### Exercise requirements
Show each line from the records below in which the word "sans" occurs.

Dataset entries:
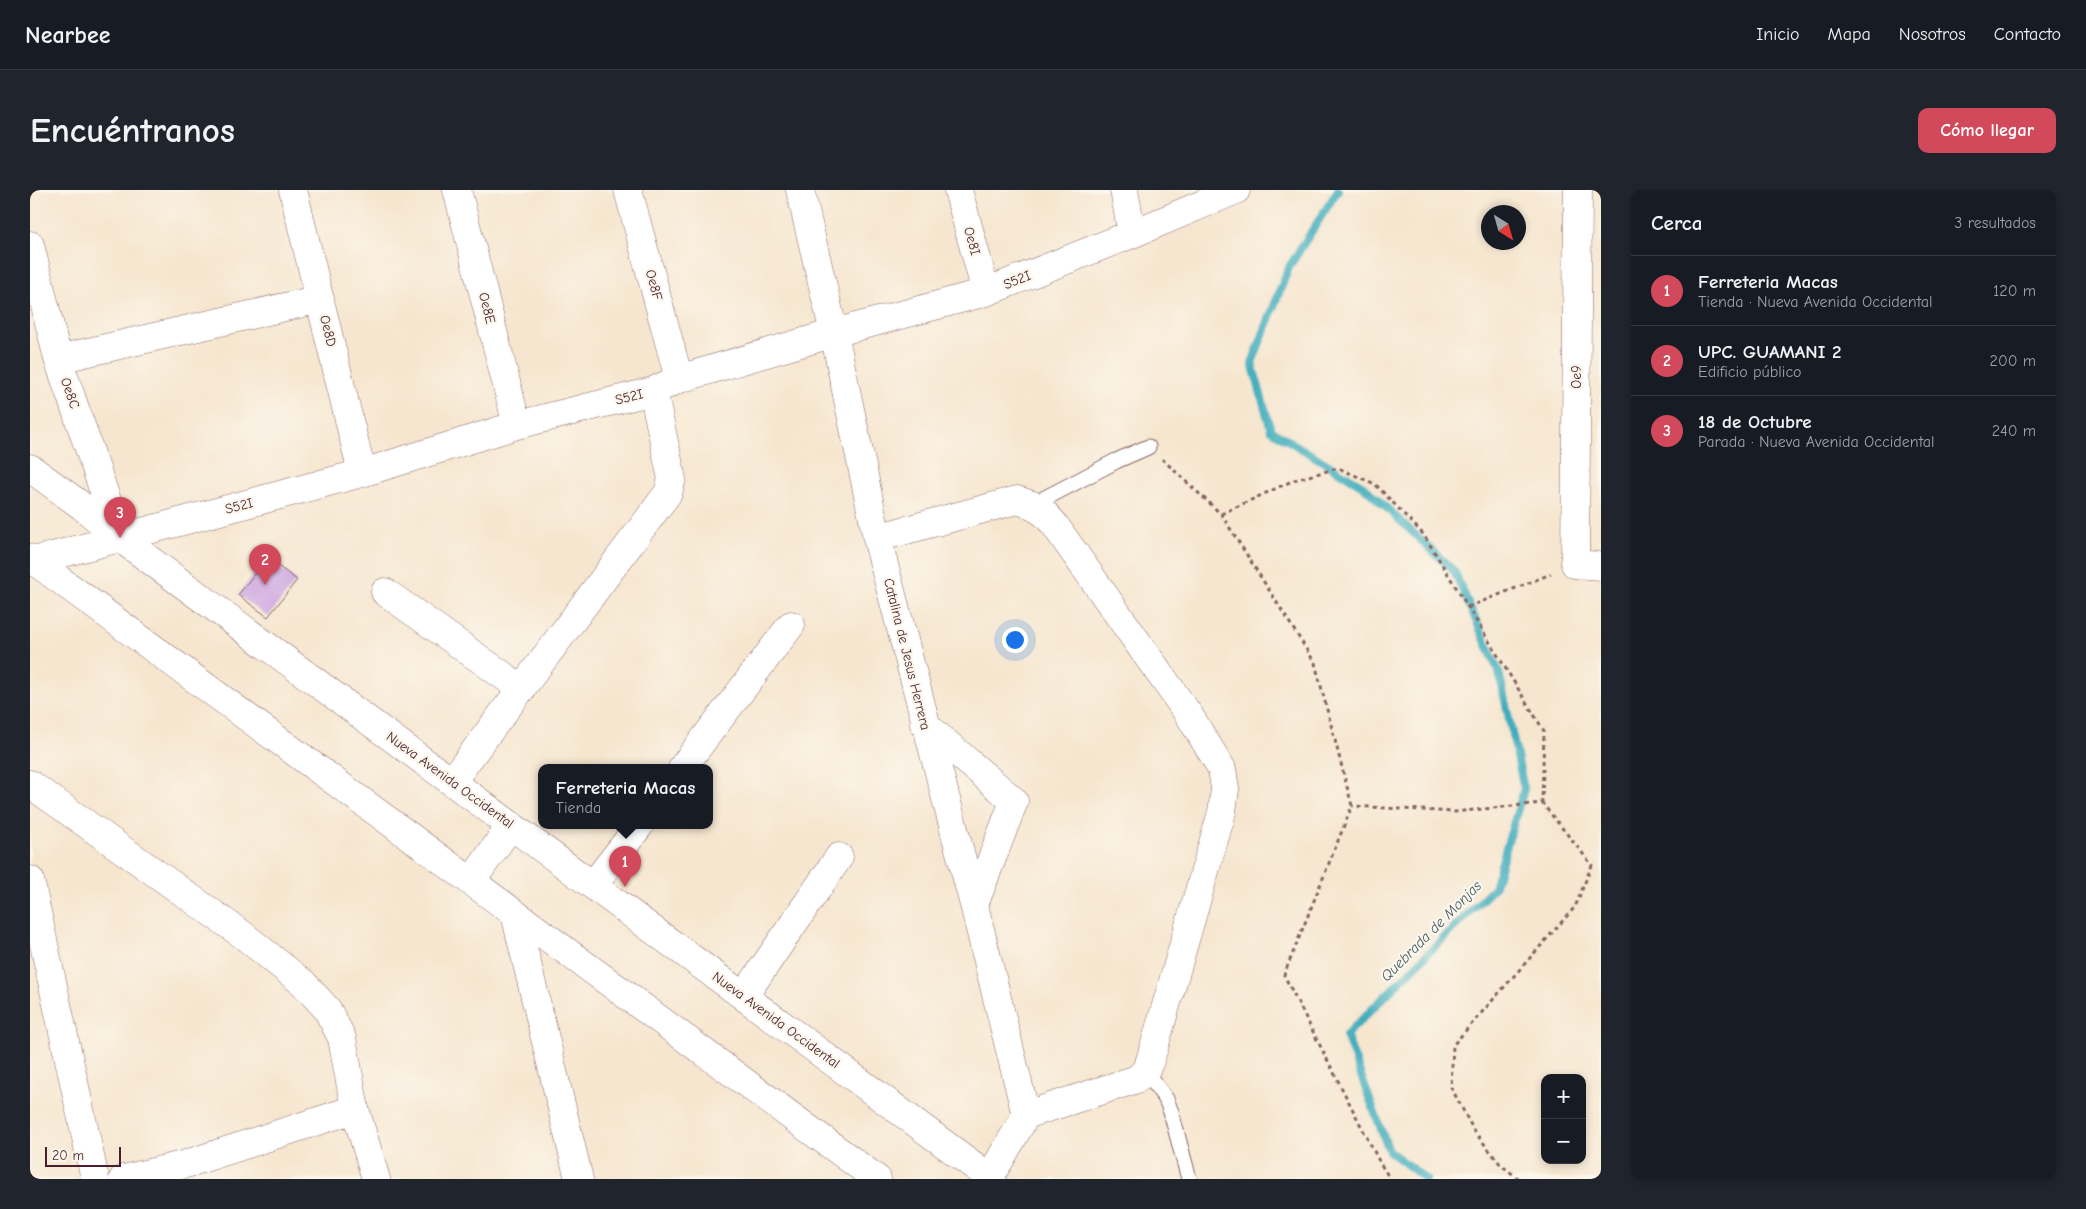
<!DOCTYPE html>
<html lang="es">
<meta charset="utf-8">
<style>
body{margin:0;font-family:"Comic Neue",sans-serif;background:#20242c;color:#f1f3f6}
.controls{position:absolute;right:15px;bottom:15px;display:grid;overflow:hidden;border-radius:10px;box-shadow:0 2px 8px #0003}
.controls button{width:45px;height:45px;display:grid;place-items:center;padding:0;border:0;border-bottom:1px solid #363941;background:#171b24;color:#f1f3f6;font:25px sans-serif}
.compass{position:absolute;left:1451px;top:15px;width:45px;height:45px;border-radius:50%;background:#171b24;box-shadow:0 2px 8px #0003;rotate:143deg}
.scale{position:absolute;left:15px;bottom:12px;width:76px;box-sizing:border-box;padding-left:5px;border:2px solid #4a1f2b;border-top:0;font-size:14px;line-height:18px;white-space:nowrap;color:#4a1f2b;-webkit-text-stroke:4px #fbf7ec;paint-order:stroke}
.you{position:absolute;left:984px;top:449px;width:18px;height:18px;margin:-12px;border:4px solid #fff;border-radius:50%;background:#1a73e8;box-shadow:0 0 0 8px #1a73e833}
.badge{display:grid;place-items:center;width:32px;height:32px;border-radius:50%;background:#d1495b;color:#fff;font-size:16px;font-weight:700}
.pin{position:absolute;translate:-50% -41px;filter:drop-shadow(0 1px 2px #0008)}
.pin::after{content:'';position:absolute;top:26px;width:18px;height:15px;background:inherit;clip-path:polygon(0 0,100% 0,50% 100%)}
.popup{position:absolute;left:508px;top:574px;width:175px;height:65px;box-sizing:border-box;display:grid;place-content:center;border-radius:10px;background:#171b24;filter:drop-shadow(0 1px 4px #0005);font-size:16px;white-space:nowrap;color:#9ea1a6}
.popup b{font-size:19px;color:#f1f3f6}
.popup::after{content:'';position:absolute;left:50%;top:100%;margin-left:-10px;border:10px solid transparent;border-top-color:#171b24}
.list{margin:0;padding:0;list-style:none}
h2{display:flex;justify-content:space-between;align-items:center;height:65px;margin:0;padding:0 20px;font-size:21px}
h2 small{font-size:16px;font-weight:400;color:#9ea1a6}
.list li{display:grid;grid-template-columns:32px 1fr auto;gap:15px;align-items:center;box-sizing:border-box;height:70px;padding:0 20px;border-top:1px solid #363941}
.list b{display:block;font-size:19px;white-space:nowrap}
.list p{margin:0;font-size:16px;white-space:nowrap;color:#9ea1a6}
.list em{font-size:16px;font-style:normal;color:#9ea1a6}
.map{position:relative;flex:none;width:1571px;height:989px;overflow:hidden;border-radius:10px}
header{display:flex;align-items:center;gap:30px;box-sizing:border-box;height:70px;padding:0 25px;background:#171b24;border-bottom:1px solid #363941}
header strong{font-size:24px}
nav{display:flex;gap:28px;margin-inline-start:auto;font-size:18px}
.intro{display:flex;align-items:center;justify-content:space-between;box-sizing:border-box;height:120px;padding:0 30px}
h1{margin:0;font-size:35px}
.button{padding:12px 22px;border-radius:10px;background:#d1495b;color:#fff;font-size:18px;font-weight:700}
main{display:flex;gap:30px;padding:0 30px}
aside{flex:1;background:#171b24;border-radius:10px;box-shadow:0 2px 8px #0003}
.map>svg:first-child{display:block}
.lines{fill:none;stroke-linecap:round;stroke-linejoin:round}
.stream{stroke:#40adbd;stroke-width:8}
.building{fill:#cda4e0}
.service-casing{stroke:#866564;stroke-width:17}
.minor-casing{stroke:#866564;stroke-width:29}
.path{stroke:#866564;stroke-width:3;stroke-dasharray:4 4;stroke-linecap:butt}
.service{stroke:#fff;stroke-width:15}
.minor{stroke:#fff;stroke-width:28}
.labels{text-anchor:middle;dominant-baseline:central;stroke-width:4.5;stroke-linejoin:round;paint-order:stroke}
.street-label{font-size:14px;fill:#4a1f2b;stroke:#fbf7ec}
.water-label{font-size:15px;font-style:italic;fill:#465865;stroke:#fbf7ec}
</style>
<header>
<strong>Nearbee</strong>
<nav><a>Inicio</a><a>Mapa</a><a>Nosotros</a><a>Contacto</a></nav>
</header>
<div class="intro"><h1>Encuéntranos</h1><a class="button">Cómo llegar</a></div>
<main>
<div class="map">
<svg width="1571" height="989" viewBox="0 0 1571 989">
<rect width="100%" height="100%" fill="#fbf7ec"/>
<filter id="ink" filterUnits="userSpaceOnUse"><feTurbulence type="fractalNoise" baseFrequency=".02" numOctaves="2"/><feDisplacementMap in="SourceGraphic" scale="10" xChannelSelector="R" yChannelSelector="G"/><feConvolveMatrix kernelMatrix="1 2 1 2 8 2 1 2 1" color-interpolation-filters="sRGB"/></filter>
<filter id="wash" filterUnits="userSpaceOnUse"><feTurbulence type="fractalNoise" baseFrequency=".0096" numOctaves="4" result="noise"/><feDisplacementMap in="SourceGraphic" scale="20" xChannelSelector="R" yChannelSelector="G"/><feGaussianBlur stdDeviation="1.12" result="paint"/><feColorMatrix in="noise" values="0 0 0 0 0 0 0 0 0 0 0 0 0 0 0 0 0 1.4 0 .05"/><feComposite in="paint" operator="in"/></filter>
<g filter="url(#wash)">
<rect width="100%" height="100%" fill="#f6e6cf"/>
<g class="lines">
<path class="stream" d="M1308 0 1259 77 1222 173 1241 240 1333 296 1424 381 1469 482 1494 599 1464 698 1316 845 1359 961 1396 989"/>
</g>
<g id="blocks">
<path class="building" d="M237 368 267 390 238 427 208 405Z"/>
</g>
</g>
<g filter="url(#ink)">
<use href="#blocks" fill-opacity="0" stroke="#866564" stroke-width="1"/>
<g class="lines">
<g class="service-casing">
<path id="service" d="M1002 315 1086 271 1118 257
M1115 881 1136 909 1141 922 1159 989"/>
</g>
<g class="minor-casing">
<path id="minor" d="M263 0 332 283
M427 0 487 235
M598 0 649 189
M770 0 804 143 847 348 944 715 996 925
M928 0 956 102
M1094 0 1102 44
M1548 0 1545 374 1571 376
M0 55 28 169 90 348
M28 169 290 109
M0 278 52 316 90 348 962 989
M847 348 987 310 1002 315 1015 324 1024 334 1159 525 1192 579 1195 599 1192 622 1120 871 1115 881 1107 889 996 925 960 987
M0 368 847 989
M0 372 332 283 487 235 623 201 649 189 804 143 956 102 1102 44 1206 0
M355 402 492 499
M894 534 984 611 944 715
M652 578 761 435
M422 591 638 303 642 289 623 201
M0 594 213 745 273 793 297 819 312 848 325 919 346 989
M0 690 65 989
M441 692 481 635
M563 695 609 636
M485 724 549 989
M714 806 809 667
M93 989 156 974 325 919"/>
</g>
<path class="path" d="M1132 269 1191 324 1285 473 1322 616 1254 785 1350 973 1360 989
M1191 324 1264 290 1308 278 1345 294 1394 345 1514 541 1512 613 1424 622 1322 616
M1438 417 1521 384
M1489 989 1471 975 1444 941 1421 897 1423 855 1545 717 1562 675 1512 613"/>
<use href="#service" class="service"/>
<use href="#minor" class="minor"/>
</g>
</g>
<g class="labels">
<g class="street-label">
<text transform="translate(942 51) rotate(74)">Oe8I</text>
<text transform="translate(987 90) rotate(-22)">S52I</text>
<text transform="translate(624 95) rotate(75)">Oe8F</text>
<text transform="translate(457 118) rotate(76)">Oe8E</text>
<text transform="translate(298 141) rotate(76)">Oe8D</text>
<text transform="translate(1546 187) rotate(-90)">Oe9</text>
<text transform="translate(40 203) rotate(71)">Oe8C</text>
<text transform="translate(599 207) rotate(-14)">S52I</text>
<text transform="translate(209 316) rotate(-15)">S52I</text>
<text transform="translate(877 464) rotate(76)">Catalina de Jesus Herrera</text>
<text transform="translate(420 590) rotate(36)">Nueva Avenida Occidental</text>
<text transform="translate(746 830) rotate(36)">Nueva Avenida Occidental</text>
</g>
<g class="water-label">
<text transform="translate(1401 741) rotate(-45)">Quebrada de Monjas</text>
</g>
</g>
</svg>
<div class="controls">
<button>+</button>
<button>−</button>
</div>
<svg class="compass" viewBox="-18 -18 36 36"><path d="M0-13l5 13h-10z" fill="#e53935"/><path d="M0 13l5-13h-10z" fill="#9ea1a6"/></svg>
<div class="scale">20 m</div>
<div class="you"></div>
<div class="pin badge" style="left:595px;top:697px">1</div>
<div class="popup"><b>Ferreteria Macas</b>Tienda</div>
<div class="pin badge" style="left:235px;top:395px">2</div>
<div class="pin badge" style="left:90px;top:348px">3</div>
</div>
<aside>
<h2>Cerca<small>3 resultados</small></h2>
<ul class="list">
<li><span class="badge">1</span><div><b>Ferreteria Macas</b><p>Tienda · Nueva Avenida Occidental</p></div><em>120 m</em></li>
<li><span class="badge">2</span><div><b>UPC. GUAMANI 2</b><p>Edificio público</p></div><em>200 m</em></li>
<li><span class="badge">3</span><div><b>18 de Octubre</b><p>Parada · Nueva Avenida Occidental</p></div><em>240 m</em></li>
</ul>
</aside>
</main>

### Answer to the exercise
body{margin:0;font-family:"Comic Neue",sans-serif;background:#20242c;color:#f1f3f6}
.controls button{width:45px;height:45px;display:grid;place-items:center;padding:0;border:0;border-bottom:1px solid #363941;background:#171b24;color:#f1f3f6;font:25px sans-serif}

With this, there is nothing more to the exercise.